Household Power Distribution – Do’s & Don’ts!
Today we are here to talk about household power distribution. In a home, it’s very important to understand the etiquette of breakers, circuit boxes, and your power needs.
This is Eric Forand, my gaffer. We worked on a movie together and a few commercials. He’s going to take you through some do’s and don’ts of working in a household environment.
The first thing you’ll want to do is make a map of the place. You can’t just plug lights in anywhere you want because you’ll very quickly overload household circuits. The best way to make a map is by flipping breakers on and off.
Quick Tip: If your household breakers aren’t already labelled at your location, do so. Label each breaker according to it’s location. For example, “Kitchen” or “Garage/Basement.”
This will save you time on the day when a breaker trips and you need to figure out which circuit it’s on. Labeling them will tell you exactly which one(s) switched off.
Household circuits are generally only 15-20 amps and, in total, you usually only have anywhere from 60-100 amps in the entire house.
You need to figure out where the circuits are in the house. There are a few good ones to use. One good one is a dryer circuit which uses more power and pull around 30 amps on the circuit.
There are 220V plugs on dryers. They are similar to our genny connectors here. The dryer connectors have 4 prongs on them. You have a ground and a neutral and then a hot and a hot. You do need to build an adaptor that eliminates one of the hots. You separate the hots out so you have 2 hot connectors on the end of that. That way, you can access all 30 amps.
Shane Hurlbut, ASC:
Back in the day, when I was doing a lot of music videos, we made our own connectors that we could tie into these dryer circuits. I was maxing out homes all over in my music video days of the 90s.

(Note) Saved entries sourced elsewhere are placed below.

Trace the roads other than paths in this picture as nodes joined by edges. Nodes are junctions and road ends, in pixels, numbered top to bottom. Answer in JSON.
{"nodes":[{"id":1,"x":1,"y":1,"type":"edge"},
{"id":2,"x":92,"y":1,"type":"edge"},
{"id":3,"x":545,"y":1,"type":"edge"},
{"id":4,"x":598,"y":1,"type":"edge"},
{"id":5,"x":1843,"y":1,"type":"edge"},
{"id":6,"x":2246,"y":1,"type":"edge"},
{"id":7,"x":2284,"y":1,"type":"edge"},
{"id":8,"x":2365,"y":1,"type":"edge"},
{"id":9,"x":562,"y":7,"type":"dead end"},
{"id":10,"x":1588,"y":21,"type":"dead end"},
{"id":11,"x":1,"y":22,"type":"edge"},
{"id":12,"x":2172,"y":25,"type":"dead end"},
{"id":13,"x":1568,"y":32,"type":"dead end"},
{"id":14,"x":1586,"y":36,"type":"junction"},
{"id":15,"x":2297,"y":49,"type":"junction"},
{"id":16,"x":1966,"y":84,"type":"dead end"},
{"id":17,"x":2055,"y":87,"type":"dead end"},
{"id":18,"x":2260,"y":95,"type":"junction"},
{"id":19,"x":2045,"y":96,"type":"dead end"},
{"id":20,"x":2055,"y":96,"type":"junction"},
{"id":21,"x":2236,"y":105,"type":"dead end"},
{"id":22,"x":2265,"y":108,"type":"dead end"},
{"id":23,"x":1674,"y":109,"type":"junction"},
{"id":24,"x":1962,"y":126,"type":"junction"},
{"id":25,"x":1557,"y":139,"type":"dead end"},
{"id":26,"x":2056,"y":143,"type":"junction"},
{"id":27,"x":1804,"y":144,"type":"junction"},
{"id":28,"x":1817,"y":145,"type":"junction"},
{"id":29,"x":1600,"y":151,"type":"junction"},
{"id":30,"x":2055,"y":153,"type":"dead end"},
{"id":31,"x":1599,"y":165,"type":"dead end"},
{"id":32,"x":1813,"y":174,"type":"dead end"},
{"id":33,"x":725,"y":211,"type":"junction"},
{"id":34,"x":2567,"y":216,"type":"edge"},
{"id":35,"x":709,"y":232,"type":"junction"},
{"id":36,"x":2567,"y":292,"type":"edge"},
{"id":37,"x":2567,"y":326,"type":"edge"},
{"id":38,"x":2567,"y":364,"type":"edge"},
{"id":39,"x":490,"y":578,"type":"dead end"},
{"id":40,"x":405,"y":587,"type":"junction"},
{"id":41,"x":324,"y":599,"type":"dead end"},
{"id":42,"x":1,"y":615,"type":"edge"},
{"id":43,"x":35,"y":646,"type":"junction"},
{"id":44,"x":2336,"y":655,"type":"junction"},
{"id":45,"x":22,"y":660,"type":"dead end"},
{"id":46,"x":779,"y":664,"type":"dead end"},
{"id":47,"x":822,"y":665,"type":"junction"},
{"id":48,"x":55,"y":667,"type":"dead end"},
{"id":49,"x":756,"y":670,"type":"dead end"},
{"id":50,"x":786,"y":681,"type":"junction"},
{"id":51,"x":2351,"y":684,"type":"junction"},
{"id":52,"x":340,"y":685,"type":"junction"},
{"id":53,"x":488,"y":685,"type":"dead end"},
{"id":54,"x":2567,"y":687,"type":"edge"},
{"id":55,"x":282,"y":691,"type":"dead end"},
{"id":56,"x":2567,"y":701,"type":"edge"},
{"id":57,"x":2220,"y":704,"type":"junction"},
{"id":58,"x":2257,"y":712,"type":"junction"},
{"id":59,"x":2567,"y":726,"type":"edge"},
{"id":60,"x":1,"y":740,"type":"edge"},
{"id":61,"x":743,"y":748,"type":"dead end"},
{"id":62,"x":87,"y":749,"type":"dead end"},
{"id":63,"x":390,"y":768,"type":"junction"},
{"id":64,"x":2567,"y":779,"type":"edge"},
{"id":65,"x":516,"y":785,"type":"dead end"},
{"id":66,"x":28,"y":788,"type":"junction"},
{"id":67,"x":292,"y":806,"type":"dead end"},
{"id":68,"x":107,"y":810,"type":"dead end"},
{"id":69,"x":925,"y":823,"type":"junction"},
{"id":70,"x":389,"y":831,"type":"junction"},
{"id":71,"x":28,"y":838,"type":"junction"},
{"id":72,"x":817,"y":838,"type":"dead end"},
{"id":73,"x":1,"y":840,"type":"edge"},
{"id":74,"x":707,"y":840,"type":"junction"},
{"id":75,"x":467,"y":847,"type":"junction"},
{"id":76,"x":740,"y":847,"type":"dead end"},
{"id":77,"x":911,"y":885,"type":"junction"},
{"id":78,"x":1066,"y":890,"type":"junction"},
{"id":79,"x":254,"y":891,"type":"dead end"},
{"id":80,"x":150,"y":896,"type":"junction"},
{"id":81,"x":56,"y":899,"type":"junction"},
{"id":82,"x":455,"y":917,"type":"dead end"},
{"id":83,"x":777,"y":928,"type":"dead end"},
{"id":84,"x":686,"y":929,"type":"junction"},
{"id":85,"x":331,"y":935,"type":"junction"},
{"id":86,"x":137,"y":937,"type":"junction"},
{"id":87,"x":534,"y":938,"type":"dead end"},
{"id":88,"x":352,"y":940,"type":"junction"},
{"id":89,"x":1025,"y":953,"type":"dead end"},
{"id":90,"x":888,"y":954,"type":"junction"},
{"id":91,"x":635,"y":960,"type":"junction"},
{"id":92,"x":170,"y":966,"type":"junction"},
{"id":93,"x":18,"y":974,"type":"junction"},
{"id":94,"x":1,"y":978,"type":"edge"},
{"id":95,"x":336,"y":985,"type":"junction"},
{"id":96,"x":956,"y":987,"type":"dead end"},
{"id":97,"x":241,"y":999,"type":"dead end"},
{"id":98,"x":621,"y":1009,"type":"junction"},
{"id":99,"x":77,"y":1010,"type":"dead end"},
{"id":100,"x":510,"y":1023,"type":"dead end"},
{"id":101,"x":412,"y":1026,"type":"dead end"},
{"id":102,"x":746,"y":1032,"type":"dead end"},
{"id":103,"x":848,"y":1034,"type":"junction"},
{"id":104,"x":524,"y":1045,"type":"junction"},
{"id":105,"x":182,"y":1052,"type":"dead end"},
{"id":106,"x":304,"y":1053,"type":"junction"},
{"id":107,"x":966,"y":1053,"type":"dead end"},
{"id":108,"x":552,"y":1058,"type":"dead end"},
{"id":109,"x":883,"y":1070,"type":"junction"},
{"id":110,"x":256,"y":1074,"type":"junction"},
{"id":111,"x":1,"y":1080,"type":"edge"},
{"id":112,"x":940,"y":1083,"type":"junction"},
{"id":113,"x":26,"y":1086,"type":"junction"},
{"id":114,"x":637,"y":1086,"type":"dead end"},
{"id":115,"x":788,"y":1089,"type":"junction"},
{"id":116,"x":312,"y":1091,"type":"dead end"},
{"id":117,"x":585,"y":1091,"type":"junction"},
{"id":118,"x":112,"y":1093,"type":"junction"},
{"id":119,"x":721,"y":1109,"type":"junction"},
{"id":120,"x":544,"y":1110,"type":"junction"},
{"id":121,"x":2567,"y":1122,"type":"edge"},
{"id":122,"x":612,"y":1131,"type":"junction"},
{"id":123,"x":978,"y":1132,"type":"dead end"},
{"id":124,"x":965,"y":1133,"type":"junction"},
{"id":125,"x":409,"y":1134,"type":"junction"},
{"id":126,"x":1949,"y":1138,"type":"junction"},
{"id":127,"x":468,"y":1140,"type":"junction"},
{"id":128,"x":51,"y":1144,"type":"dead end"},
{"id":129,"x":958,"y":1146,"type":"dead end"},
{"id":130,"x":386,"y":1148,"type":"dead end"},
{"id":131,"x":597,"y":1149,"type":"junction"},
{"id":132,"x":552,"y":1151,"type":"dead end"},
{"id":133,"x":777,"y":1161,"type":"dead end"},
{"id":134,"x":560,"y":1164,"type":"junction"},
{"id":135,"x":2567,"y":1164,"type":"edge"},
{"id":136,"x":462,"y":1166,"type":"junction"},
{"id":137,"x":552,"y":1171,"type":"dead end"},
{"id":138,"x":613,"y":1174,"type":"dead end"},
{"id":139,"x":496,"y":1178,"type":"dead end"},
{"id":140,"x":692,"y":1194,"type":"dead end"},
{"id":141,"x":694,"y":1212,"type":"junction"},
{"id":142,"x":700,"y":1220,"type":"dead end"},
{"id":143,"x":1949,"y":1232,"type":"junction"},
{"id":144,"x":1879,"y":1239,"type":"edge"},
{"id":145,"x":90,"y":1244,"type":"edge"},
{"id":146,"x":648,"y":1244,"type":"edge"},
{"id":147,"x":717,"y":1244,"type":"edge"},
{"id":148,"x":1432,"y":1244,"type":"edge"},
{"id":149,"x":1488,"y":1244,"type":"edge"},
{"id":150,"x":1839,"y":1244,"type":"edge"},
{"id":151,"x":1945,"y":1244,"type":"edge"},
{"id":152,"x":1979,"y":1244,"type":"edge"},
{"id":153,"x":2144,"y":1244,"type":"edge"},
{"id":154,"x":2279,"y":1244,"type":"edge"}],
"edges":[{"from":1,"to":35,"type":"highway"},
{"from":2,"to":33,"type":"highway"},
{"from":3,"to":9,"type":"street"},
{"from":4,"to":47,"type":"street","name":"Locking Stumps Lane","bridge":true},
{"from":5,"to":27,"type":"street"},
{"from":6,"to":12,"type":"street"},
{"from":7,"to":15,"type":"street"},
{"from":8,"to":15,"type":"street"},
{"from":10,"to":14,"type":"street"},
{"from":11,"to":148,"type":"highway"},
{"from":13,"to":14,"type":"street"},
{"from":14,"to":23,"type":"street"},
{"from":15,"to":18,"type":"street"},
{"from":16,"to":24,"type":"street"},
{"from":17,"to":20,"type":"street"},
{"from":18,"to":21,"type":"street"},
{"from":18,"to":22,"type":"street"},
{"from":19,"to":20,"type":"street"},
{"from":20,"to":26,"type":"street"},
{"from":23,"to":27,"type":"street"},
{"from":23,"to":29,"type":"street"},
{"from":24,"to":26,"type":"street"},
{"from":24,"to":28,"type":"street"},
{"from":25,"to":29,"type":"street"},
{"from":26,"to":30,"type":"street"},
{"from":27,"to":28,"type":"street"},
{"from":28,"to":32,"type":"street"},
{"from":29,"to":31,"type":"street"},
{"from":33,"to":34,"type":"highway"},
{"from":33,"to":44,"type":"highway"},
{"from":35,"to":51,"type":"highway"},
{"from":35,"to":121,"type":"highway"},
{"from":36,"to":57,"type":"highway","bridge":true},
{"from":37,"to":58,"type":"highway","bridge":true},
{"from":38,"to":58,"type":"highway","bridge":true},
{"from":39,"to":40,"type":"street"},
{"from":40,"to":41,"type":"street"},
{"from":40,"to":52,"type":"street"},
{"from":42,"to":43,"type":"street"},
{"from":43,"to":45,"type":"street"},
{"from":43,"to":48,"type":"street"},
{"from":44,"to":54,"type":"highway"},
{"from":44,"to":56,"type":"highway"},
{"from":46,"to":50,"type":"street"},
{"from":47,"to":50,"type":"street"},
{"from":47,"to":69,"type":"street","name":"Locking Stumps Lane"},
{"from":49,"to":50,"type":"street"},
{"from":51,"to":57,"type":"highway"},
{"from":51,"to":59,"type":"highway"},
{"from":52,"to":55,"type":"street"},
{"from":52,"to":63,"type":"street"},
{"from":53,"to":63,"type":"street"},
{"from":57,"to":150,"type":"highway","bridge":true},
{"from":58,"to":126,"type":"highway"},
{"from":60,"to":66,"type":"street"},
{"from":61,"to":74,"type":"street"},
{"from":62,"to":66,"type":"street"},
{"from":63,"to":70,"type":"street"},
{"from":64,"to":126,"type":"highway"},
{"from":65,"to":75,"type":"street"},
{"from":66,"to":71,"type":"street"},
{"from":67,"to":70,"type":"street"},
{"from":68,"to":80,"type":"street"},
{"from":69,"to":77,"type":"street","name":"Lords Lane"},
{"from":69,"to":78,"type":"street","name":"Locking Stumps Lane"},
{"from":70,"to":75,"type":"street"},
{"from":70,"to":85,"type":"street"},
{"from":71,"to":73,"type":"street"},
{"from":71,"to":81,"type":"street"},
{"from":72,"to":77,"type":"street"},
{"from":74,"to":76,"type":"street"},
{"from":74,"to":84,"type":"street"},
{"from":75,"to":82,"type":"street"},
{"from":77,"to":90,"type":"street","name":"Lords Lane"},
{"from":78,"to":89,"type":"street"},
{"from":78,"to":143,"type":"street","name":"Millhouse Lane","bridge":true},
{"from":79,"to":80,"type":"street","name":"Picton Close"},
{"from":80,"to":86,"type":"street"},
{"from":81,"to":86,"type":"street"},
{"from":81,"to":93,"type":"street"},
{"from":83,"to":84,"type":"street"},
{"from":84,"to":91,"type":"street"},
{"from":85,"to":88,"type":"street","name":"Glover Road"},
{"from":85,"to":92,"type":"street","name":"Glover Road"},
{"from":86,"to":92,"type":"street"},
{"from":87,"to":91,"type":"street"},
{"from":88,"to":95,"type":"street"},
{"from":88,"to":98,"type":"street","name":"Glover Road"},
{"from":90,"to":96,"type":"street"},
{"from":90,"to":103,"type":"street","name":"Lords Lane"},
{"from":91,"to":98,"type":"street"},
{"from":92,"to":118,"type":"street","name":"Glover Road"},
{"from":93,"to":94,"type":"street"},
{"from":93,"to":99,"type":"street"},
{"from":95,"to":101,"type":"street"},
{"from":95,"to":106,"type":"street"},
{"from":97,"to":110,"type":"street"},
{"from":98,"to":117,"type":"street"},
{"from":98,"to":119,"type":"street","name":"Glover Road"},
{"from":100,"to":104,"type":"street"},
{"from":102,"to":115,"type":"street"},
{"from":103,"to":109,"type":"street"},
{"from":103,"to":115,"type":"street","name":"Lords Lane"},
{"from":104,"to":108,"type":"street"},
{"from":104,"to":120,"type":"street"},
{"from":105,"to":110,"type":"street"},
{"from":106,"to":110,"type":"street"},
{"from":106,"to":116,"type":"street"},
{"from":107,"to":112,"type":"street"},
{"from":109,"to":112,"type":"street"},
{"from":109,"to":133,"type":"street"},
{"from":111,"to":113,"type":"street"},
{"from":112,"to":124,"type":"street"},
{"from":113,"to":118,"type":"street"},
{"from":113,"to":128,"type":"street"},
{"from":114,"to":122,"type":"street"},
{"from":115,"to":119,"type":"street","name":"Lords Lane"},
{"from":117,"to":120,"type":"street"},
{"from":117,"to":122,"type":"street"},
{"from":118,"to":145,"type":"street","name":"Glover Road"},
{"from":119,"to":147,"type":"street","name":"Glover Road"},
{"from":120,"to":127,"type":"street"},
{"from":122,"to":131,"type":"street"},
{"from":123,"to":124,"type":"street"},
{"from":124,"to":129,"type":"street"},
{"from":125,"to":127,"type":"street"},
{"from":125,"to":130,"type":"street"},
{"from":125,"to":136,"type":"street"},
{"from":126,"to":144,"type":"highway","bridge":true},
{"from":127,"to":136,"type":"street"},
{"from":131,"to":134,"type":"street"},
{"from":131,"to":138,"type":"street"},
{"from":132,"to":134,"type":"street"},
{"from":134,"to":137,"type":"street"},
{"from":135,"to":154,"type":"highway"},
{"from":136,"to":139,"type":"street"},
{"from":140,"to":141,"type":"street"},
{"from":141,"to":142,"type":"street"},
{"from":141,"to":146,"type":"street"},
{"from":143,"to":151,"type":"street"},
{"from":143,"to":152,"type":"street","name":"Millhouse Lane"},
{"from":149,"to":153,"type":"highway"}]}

Some of them we’d keep 220, fire up the 4k par, and split those leads off.
A lot of times houses are wired where literally 9 plugs in a room will be on just 1 circuit.
Almost all the time.
Yeah, most of the time. You want to find that out because plugging into one side of the room and then going over to the other side of the room and plugging in will not necessarily mean you’re using different circuits. You’re going to end up blowing the breaker.
Most of our lights will fill a circuit. Or, if you have 3 Tweenies, you can put 3 Tweenies on a circuit. We will fill a circuit very quickly with the jobs and lights we’re using.
Let’s talk about things to use for household distribution.
Your household distribution situation really just consists of a few simple things. You have 25 and 50 foot stingers and then our distribution boxes. Our household distro box is simply a cube tap! It splits the stinger into 3 different ports.
Nowadays, we have so many different things on set that requires power. Things like video village, for example, requires multiple connections. We can put that all on one stinger directly from the power source and break it out with a cube tap near video village for more ports.
And there’s also a ground lifter!
The ground lifter is for New York!
A ground lifter is for when you need to plug a 3 prong plug into a 2 prong outlet or plug. You’ll find these 2 prong outlets in a lot of older properties that were built in the 20s and whatnot. They also have much older wiring.
It’s actually not dangerous to have a ground. The little metal part of the ground lifter is supposed to touch the metal place of the outlet and ground it out. But wall plates are usually plastic these days so it doesn’t really ground it. Not grounding really isn’t dangerous, but it’s not the way to go. If you can use a grounded circuit, then use a grounded circuit.
LED technology gives us the ability to use Arri Skypanels and Kino Flos. A lot of this LED technology has really opened up the possibility of using household circuitry with some bigger lights.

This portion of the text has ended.